31
Oct 11

Distributed locking made easy

There are various situations when one would use a simple mutex to ensure mutual exclusion to a shared resource. This is usually very simple to accomplish using your favorite language library, but that constrains you to a single process mutual exclusion. Even single machine mutual exclusion is rather straight forward, usually just locking a resource (i.e. file) and awaiting for the lock to be released. You can use that for an IPC mutex.

But what if one needs a distributed mutex to allow mutual exclusion amongst distributed clients? At that, the mutex has to offer various guarantees, as is with any shared state. We know shared state is hard to reason about and provokes a lot of bug-prone software, shared distributed state, is much harder, requiring distributed guaranteed consensus all while operating in a non-reliable network environment. There are various distributed consensus algorithms, Paxos being one of the more widely used ones.

But you can deploy your own distributed locking service, without having to implement your own. Apache Zookeeper, offers distributed synchronization and group services. Mutex/locking is just one of the things you can do with Zookeeper. Zookeeper is rather low level, so implementing a distributed lock, although trivial, requires some boilerplate.

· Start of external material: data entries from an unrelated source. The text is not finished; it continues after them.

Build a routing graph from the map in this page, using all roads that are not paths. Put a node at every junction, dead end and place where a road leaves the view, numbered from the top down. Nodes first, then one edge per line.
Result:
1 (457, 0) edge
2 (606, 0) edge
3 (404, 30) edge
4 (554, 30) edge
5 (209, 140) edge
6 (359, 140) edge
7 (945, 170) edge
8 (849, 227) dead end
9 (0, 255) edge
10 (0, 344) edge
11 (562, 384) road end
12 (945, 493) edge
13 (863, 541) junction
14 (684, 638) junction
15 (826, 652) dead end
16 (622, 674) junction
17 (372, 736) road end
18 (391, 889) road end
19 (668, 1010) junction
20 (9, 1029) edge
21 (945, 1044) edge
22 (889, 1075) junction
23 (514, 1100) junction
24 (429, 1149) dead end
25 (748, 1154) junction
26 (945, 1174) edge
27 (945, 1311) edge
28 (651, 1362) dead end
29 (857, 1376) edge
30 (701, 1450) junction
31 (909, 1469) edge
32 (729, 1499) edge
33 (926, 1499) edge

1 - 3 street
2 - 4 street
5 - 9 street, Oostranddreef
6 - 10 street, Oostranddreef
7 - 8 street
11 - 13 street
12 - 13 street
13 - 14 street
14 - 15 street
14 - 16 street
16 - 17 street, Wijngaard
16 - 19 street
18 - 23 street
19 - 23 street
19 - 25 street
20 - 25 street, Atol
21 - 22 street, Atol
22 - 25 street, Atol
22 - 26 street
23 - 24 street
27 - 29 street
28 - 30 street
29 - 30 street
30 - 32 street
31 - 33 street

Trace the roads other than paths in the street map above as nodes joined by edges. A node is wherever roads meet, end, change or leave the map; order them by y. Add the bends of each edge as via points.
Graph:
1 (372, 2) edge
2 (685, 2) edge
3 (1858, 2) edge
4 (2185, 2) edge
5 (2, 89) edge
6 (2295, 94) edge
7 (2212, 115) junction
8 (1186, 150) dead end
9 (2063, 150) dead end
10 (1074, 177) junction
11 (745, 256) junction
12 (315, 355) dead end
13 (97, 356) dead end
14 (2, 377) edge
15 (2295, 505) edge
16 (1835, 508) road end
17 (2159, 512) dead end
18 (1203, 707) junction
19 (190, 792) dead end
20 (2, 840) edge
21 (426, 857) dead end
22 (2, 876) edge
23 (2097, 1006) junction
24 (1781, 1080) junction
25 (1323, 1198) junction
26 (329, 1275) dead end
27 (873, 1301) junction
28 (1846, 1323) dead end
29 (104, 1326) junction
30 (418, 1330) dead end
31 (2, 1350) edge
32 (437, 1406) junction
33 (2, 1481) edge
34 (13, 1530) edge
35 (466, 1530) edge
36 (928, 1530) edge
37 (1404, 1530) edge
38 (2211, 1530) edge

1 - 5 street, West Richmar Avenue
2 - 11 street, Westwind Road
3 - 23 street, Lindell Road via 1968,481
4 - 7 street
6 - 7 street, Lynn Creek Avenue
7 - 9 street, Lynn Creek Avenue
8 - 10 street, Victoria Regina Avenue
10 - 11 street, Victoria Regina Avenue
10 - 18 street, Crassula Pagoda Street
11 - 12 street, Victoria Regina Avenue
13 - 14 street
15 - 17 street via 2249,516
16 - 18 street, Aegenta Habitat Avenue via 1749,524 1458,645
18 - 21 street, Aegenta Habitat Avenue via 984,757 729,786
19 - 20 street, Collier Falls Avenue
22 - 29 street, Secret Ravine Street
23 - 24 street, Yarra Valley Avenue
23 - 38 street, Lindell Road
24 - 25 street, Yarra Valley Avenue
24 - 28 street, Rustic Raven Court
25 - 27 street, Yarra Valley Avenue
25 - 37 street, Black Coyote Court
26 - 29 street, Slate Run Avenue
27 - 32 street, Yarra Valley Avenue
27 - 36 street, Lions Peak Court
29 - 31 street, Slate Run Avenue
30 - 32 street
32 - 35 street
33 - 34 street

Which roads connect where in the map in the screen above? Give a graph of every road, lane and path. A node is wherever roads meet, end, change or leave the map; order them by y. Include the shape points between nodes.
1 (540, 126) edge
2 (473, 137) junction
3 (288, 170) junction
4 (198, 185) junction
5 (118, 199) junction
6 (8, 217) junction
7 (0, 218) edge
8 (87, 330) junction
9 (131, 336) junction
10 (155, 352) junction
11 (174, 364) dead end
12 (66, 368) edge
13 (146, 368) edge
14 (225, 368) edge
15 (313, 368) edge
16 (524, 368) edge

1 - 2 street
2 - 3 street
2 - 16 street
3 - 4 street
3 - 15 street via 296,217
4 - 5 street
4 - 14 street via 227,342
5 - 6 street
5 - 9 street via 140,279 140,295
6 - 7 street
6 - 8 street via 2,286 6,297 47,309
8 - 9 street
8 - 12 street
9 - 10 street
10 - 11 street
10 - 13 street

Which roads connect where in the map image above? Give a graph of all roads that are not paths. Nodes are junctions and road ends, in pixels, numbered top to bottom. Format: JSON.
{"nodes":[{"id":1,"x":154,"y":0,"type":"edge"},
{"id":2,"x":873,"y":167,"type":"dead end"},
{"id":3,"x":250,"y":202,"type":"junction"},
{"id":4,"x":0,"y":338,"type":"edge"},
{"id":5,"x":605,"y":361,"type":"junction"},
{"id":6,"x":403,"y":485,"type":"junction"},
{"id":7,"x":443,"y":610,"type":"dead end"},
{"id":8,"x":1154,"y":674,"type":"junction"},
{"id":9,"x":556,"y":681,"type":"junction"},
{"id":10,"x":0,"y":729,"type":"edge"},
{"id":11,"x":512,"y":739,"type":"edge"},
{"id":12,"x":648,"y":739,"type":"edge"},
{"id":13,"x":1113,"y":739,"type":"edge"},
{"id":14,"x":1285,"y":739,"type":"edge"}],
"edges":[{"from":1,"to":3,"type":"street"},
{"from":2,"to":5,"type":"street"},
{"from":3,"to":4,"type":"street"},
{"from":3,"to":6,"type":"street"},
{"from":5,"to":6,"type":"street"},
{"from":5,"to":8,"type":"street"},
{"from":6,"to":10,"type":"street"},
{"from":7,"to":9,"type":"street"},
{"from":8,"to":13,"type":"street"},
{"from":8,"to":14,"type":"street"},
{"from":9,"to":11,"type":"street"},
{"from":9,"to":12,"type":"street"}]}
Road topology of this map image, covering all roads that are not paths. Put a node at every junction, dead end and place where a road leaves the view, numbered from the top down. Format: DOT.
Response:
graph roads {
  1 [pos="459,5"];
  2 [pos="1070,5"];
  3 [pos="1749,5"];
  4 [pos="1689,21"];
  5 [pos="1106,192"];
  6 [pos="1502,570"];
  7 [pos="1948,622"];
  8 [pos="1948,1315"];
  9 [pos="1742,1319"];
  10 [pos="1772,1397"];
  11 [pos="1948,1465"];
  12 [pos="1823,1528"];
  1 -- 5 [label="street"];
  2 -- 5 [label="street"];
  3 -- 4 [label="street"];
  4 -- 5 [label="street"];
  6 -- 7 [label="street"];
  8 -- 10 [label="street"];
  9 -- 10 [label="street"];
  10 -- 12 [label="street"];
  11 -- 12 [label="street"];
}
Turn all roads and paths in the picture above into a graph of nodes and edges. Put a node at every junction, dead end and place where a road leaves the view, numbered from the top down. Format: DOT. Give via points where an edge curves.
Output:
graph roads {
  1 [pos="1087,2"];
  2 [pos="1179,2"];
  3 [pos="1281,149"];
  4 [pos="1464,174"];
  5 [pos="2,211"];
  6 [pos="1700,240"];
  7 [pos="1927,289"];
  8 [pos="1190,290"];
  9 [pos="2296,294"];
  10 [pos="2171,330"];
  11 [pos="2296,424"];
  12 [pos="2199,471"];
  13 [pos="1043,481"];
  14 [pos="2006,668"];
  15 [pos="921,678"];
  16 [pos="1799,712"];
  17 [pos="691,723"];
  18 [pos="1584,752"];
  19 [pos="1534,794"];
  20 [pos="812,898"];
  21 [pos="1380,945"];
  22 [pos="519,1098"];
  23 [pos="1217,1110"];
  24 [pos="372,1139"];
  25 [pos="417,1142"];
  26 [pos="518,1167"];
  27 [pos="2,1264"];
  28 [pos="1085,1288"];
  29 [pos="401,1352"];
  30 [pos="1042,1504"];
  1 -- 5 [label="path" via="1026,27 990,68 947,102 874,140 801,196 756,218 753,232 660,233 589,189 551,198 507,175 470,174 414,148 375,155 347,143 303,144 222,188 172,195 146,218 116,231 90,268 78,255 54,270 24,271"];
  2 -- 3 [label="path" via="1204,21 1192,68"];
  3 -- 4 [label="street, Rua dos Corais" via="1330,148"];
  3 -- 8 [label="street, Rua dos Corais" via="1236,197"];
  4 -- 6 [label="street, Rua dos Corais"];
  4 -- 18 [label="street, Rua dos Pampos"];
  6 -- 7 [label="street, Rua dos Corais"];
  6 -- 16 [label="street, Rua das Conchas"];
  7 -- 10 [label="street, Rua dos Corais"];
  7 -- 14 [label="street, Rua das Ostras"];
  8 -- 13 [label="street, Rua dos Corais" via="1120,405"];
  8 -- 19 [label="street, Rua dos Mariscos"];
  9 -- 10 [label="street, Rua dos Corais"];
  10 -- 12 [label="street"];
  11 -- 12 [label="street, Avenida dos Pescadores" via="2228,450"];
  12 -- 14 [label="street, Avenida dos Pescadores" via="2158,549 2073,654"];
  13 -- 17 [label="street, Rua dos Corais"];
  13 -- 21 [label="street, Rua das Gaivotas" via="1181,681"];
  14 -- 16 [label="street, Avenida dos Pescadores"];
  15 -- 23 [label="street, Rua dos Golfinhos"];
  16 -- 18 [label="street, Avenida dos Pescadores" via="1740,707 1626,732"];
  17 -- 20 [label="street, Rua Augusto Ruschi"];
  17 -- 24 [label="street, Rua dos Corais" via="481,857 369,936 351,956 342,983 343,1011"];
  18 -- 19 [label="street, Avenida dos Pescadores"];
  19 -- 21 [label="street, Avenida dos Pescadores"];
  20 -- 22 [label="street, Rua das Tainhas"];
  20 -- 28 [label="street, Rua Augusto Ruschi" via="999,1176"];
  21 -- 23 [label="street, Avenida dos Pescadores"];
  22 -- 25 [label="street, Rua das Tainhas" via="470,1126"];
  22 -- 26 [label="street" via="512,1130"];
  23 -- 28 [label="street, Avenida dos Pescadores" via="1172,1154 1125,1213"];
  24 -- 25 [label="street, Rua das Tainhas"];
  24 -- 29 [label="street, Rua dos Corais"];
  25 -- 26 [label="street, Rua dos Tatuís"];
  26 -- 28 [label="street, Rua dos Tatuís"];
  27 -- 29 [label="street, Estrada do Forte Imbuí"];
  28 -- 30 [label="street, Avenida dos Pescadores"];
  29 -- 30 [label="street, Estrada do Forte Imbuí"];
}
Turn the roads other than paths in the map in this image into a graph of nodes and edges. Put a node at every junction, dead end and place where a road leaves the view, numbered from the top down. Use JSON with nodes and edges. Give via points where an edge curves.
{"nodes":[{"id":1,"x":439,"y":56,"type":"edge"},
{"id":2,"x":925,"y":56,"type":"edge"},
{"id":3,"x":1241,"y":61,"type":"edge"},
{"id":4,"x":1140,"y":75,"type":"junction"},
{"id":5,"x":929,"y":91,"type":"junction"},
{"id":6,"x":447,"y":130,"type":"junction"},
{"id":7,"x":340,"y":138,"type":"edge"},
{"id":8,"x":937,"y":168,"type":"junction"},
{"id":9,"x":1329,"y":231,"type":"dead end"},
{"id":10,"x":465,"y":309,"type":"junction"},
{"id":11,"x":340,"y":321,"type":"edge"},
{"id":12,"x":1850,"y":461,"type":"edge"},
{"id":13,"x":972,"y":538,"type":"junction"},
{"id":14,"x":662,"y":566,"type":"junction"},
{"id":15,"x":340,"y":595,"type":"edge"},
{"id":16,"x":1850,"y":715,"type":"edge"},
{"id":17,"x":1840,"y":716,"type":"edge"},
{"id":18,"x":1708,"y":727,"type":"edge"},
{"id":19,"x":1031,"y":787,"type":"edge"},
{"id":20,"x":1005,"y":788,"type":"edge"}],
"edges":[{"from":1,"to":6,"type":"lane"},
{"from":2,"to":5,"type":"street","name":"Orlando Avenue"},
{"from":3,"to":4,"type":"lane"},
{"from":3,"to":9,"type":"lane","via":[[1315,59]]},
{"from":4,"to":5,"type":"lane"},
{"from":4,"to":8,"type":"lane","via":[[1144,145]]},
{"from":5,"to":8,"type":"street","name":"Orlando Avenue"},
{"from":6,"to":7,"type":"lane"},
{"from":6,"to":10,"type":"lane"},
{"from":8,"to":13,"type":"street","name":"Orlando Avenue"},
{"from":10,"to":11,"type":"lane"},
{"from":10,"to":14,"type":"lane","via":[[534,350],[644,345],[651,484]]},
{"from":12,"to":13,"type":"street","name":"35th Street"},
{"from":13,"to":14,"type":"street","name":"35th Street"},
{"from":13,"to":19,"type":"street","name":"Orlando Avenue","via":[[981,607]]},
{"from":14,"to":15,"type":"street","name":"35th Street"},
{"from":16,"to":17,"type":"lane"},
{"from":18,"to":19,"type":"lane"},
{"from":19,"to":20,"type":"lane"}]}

Recently we needed a distributed lock service, to ensure only one person in our organization is performing a particular systems activity at any given point and time. We implemented it on top of a homegrown tool written in ruby. The example below is in ruby, though the api calls would translate to any language…

require 'zookeeper'

class Lock
  def initialize(host, root="/my-app")
    @zk = Zookeeper.new(host)
    @root = root
  end
  
  def with_lock(app, timeout, timeout_callback, &block)
    new_lock_res = @zk.create(:path => "#{@root}/#{app}-", :sequence => true, :ephemeral => true)
    unique_lock_path = new_lock_res[:path]
    if get_lock(unique_lock_path, timeout)
      yield
      @zk.delete(:path => unique_lock_path)
    else
      timeout_callback.call
    end
  end

  private
  def get_lock(unique_lock_path, timeout)
    lock_key = unique_lock_path.gsub(/^#{Regexp.quote(@root)}\//, '')

    (0..4).each do
      children = @zk.get_children(:path => @root)[:children].sort
      watcher = Zookeeper::WatcherCallback.new {}
      if (children.first == lock_key)
        return true
      else
        less_than_path_idx = (children.index {|p| p == lock_key}) - 1
        stat_res = @zk.stat(:path => "#{@root}/#{children[less_than_path_idx]}",
                           :watcher => watcher)
        if stat_res[:stat].exists
          success = wait_until(timeout) { watcher.completed? }
          if !success
            return false
          end
        end
      end
    end
    return false
  end

  def wait_until(timeout=10, &block)
    time_to_stop = Time.now + timeout
    until yield do
      if Time.now > time_to_stop
        return false
      end
      sleep 0.1
    end
    return true
  end
end

The usage of this Lock class is such:

    Lock.new("localhost:2181").with_lock(
      "/myapp",
      5, ## Timeout in seconds
      lambda { ## Timeout callback
        abort("Couldn't acquire lock.  Timeout.") },
      lambda { ## Do what ever you want here  }
    )

The details of the algorithm are outlined here.

Of course, before you use it, you must install Zookeeper and create the root path /myapp in order to be able to use it.

Also, please note, I have removed the access control part from the example. In order to use this in production, I strongly encourage you read this.